**EXERCISE OBJECTIVE:** Could you write out the listing below exactly as it stands, leaving out the pictures?

**INPUT:**
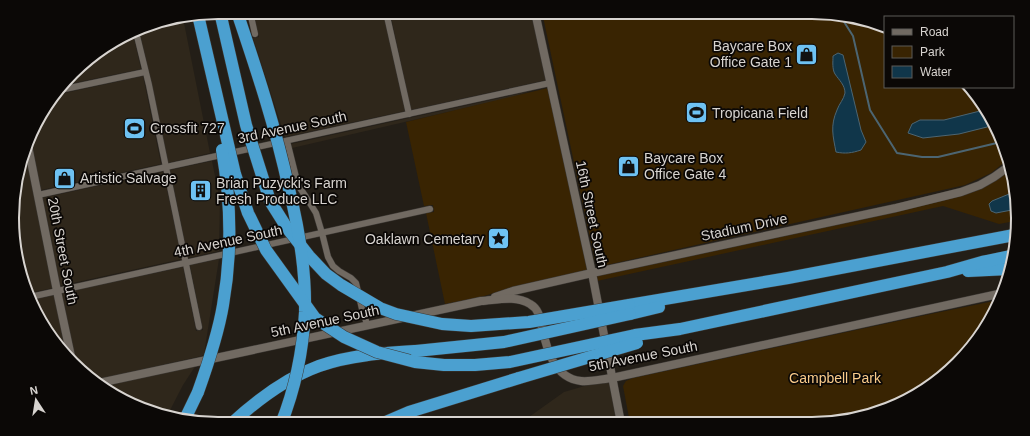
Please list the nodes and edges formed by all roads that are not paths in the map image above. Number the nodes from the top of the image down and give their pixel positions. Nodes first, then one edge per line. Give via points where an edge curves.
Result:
1 (222, 19) edge
2 (240, 19) edge
3 (252, 19) edge
4 (388, 19) edge
5 (536, 19) edge
6 (198, 20) edge
7 (198, 20) edge
8 (255, 34) dead end
9 (137, 36) edge
10 (145, 72) junction
11 (550, 83) junction
12 (67, 89) edge
13 (409, 114) junction
14 (287, 141) junction
15 (30, 155) edge
16 (165, 167) junction
17 (1005, 169) edge
18 (38, 195) junction
19 (430, 209) dead end
20 (322, 233) junction
21 (1010, 236) edge
22 (1007, 257) edge
23 (186, 262) junction
24 (1004, 269) edge
25 (947, 272) junction
26 (592, 273) junction
27 (57, 291) junction
28 (996, 295) edge
29 (35, 296) edge
30 (481, 301) junction
31 (630, 309) junction
32 (367, 324) junction
33 (199, 327) dead end
34 (636, 339) junction
35 (70, 351) edge
36 (612, 378) junction
37 (105, 382) edge
38 (187, 414) edge
39 (239, 417) edge
40 (284, 417) edge
41 (397, 417) edge
42 (620, 417) edge

1 - 31 highway, bridge via 246,125 270,201 309,256 341,285 380,308 442,324 530,322
2 - 40 highway, bridge via 280,149 302,253 305,312 300,353
3 - 8 street
4 - 13 street
5 - 11 street, 16th Street South
6 - 34 highway, bridge via 235,174 248,213 266,250 315,318 344,337 377,352 414,362 444,365 510,362
7 - 38 highway, bridge via 230,203 223,304 215,341 198,392
9 - 10 street
10 - 12 street
10 - 16 street
11 - 13 street, 3rd Avenue South
11 - 26 street, 16th Street South
13 - 14 street, 3rd Avenue South
14 - 16 street, 3rd Avenue South
14 - 20 street via 298,185 316,214
15 - 18 street, 20th Street South
16 - 18 street, 3rd Avenue South
16 - 23 street
17 - 26 street, Stadium Drive via 980,185 961,192
18 - 27 street, 20th Street South
19 - 20 street, 4th Avenue South
20 - 23 street, 4th Avenue South
20 - 32 street via 333,266 356,283
21 - 31 highway
22 - 25 highway
23 - 27 street, 4th Avenue South
23 - 33 street
24 - 25 highway
25 - 34 highway
26 - 30 street, Stadium Drive
26 - 36 street, 16th Street South
27 - 29 street, 4th Avenue South
27 - 35 street, 20th Street South
28 - 36 street, 5th Avenue South
30 - 32 street, 5th Avenue South
30 - 36 street, 5th Avenue South via 513,299 530,304 540,316 547,350 562,373 569,378 582,381
31 - 39 highway, bridge via 504,342 376,354 320,366 283,383
32 - 37 street, 5th Avenue South
34 - 41 highway, bridge
36 - 42 street, 16th Street South

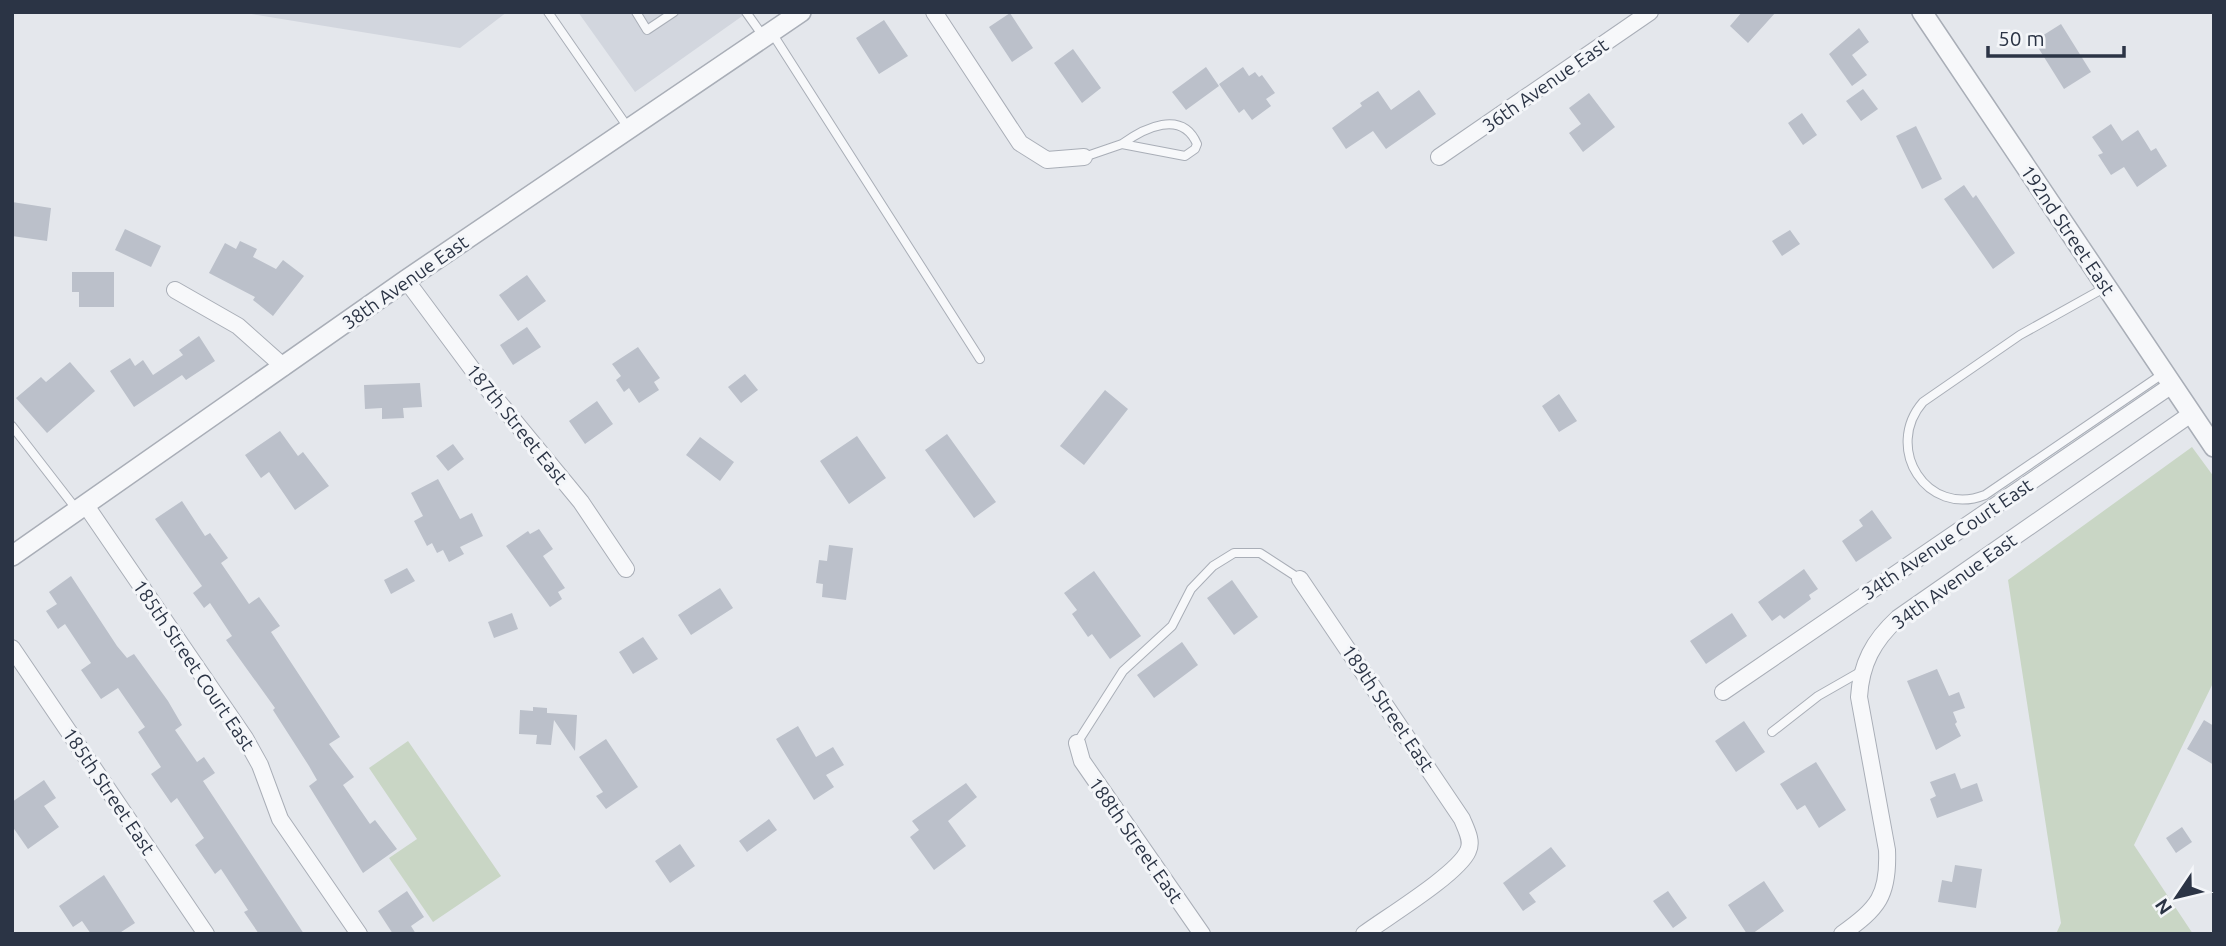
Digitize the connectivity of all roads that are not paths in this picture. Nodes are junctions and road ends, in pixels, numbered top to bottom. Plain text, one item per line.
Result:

**WRITTEN ANSWER:**
Please list the nodes and edges formed by all roads that are not paths in the map image above. Number the nodes from the top of the image down and give their pixel positions. Nodes first, then one edge per line. Give via points where an edge curves.
Result:
1 (222, 19) edge
2 (240, 19) edge
3 (252, 19) edge
4 (388, 19) edge
5 (536, 19) edge
6 (198, 20) edge
7 (198, 20) edge
8 (255, 34) dead end
9 (137, 36) edge
10 (145, 72) junction
11 (550, 83) junction
12 (67, 89) edge
13 (409, 114) junction
14 (287, 141) junction
15 (30, 155) edge
16 (165, 167) junction
17 (1005, 169) edge
18 (38, 195) junction
19 (430, 209) dead end
20 (322, 233) junction
21 (1010, 236) edge
22 (1007, 257) edge
23 (186, 262) junction
24 (1004, 269) edge
25 (947, 272) junction
26 (592, 273) junction
27 (57, 291) junction
28 (996, 295) edge
29 (35, 296) edge
30 (481, 301) junction
31 (630, 309) junction
32 (367, 324) junction
33 (199, 327) dead end
34 (636, 339) junction
35 (70, 351) edge
36 (612, 378) junction
37 (105, 382) edge
38 (187, 414) edge
39 (239, 417) edge
40 (284, 417) edge
41 (397, 417) edge
42 (620, 417) edge

1 - 31 highway, bridge via 246,125 270,201 309,256 341,285 380,308 442,324 530,322
2 - 40 highway, bridge via 280,149 302,253 305,312 300,353
3 - 8 street
4 - 13 street
5 - 11 street, 16th Street South
6 - 34 highway, bridge via 235,174 248,213 266,250 315,318 344,337 377,352 414,362 444,365 510,362
7 - 38 highway, bridge via 230,203 223,304 215,341 198,392
9 - 10 street
10 - 12 street
10 - 16 street
11 - 13 street, 3rd Avenue South
11 - 26 street, 16th Street South
13 - 14 street, 3rd Avenue South
14 - 16 street, 3rd Avenue South
14 - 20 street via 298,185 316,214
15 - 18 street, 20th Street South
16 - 18 street, 3rd Avenue South
16 - 23 street
17 - 26 street, Stadium Drive via 980,185 961,192
18 - 27 street, 20th Street South
19 - 20 street, 4th Avenue South
20 - 23 street, 4th Avenue South
20 - 32 street via 333,266 356,283
21 - 31 highway
22 - 25 highway
23 - 27 street, 4th Avenue South
23 - 33 street
24 - 25 highway
25 - 34 highway
26 - 30 street, Stadium Drive
26 - 36 street, 16th Street South
27 - 29 street, 4th Avenue South
27 - 35 street, 20th Street South
28 - 36 street, 5th Avenue South
30 - 32 street, 5th Avenue South
30 - 36 street, 5th Avenue South via 513,299 530,304 540,316 547,350 562,373 569,378 582,381
31 - 39 highway, bridge via 504,342 376,354 320,366 283,383
32 - 37 street, 5th Avenue South
34 - 41 highway, bridge
36 - 42 street, 16th Street South

Digitize the connectivity of all roads that are not paths in this picture. Nodes are junctions and road ends, in pixels, numbered top to bottom. Plain text, one item per line.
Result:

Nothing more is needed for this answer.